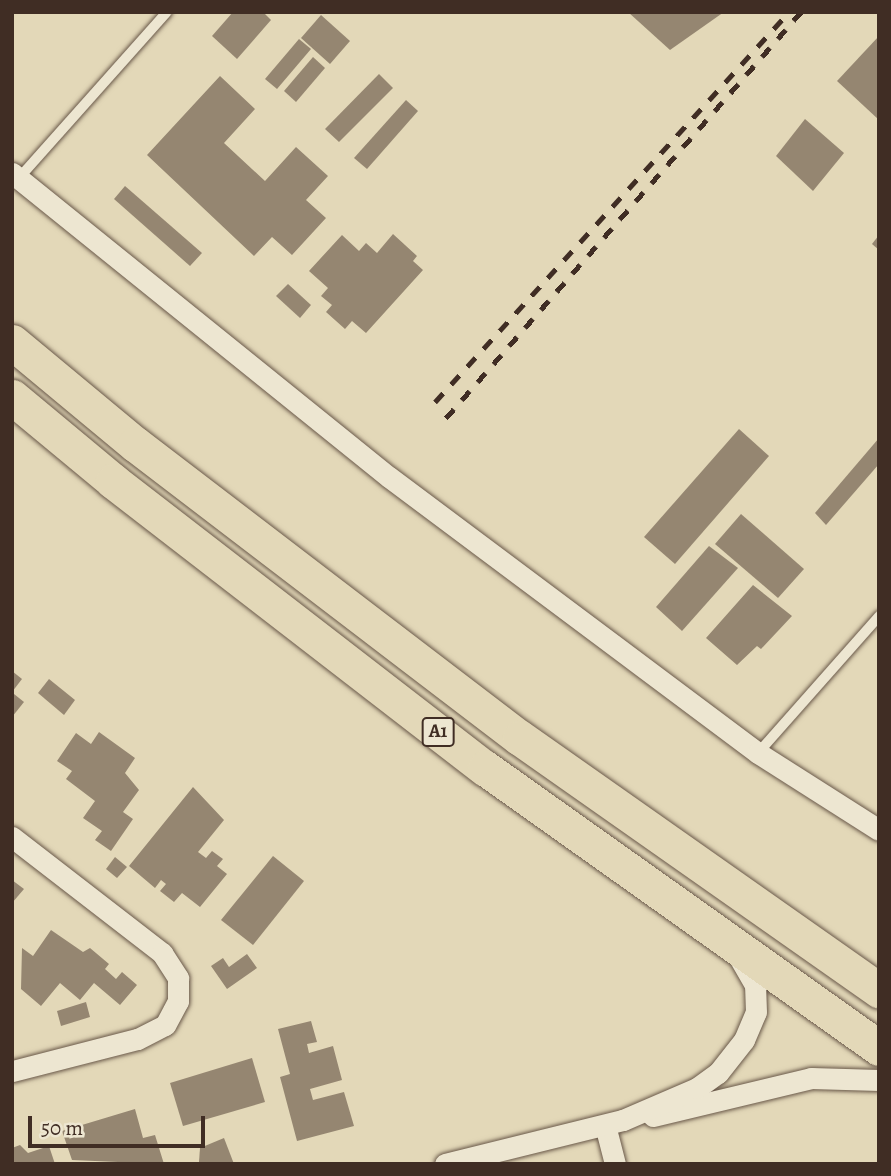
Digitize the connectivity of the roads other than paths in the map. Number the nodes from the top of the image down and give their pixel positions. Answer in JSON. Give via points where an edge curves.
{"nodes":[{"id":1,"x":167,"y":12,"type":"edge"},
{"id":2,"x":16,"y":176,"type":"edge"},
{"id":3,"x":12,"y":342,"type":"edge"},
{"id":4,"x":12,"y":397,"type":"edge"},
{"id":5,"x":879,"y":616,"type":"edge"},
{"id":6,"x":758,"y":752,"type":"junction"},
{"id":7,"x":879,"y":830,"type":"edge"},
{"id":8,"x":12,"y":837,"type":"edge"},
{"id":9,"x":735,"y":950,"type":"junction"},
{"id":10,"x":879,"y":990,"type":"edge"},
{"id":11,"x":879,"y":1048,"type":"edge"},
{"id":12,"x":12,"y":1071,"type":"edge"},
{"id":13,"x":879,"y":1080,"type":"edge"},
{"id":14,"x":614,"y":1122,"type":"junction"},
{"id":15,"x":445,"y":1164,"type":"edge"},
{"id":16,"x":615,"y":1164,"type":"edge"}],
"edges":[{"from":1,"to":2,"type":"lane"},
{"from":2,"to":6,"type":"street","via":[[389,477]]},
{"from":3,"to":10,"type":"highway","number":"A1","via":[[135,443],[520,738]]},
{"from":4,"to":9,"type":"highway","number":"A1","via":[[113,481],[485,768]]},
{"from":5,"to":6,"type":"lane"},
{"from":6,"to":7,"type":"street"},
{"from":8,"to":12,"type":"street","via":[[162,953],[178,978],[178,1002],[164,1025],[137,1039]]},
{"from":9,"to":11,"type":"highway","number":"A1"},
{"from":9,"to":14,"type":"street","via":[[758,999],[752,1024],[737,1051],[697,1088]]},
{"from":13,"to":14,"type":"street","via":[[811,1078],[682,1111]]},
{"from":14,"to":15,"type":"street"},
{"from":14,"to":16,"type":"street"}]}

**Exercise details**: Line by line, check the data above for the word "lane" and state how many lines contain it. Give only the number.

**Response area**: 2